**WHAT YOU SHOULD DO:** Given the records below, pull every line with the word "PINES" into the answer.

Collected data
.....

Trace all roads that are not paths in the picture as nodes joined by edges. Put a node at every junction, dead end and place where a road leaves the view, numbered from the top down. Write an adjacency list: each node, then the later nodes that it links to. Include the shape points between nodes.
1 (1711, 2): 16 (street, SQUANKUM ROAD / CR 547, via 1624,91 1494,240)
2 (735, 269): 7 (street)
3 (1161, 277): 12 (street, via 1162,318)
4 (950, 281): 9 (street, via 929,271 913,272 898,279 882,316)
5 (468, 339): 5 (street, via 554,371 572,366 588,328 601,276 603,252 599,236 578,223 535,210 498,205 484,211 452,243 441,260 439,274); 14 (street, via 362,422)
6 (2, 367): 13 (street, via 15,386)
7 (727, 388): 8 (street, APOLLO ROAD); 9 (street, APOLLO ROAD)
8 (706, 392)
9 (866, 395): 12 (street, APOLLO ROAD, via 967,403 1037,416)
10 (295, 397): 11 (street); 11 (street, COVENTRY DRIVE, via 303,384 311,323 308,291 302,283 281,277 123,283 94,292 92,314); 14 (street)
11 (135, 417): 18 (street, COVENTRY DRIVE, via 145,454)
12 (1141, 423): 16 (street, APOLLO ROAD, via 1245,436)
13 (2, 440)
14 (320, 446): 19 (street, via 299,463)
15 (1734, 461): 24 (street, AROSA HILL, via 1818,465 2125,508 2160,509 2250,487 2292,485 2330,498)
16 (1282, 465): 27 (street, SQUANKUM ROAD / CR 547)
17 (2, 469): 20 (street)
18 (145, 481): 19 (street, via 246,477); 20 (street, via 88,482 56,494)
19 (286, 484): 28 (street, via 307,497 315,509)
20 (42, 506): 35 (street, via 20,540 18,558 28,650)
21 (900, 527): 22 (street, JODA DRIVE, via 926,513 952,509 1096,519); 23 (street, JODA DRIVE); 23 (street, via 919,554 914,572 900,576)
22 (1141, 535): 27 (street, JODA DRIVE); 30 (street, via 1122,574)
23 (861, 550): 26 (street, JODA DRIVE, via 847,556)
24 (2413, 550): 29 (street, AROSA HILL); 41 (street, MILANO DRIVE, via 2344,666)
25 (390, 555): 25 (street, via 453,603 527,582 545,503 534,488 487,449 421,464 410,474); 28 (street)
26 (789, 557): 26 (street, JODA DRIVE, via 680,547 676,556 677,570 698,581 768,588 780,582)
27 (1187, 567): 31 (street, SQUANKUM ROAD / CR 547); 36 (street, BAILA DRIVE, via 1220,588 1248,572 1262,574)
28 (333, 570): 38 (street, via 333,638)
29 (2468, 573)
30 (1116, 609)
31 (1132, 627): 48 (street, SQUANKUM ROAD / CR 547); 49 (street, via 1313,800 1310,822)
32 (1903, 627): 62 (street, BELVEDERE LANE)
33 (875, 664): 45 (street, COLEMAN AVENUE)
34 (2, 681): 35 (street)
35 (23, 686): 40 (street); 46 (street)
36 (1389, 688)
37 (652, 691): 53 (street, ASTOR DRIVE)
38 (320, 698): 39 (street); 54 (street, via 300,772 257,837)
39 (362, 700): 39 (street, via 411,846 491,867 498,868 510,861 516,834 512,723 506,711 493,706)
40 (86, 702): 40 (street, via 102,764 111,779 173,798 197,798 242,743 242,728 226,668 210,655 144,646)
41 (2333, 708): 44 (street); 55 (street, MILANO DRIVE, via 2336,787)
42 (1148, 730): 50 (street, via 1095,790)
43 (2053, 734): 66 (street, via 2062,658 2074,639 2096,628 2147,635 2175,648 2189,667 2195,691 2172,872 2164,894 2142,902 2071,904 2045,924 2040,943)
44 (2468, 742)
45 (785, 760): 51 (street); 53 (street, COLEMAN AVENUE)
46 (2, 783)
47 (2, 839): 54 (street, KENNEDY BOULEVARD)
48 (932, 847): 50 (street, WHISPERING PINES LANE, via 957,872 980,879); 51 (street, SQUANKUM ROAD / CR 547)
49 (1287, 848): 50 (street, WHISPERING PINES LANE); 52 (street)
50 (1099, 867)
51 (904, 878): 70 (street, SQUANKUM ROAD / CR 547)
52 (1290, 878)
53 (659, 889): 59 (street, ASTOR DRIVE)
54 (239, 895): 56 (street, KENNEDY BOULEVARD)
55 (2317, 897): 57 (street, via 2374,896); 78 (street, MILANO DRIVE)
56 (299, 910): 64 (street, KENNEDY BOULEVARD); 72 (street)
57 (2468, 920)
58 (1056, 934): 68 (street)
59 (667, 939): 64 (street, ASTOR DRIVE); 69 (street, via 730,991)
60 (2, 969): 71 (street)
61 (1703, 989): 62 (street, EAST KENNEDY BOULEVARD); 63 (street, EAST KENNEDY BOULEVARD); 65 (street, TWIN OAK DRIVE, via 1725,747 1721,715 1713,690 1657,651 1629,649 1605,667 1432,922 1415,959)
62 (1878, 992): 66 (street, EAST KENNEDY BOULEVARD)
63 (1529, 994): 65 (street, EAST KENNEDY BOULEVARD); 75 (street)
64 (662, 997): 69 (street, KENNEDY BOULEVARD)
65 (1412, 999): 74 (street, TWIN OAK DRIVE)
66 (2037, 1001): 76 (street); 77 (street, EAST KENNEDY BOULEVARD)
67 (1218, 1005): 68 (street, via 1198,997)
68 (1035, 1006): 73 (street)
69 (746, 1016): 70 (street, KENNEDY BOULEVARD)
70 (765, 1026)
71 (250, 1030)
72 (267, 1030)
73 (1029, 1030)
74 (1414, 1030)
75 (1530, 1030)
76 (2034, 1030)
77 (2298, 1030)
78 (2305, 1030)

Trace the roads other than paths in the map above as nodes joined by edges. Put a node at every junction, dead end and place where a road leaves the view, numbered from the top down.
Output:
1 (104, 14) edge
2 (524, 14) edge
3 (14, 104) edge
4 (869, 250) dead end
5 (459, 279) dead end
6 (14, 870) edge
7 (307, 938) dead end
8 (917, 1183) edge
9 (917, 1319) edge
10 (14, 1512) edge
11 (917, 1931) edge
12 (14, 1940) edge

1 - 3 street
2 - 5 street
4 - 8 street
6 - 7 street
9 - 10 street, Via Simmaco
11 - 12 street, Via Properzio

.....

**SOLUTION FOR THIS PROBLEM:**
48 (932, 847): 50 (street, WHISPERING PINES LANE, via 957,872 980,879); 51 (street, SQUANKUM ROAD / CR 547)
49 (1287, 848): 50 (street, WHISPERING PINES LANE); 52 (street)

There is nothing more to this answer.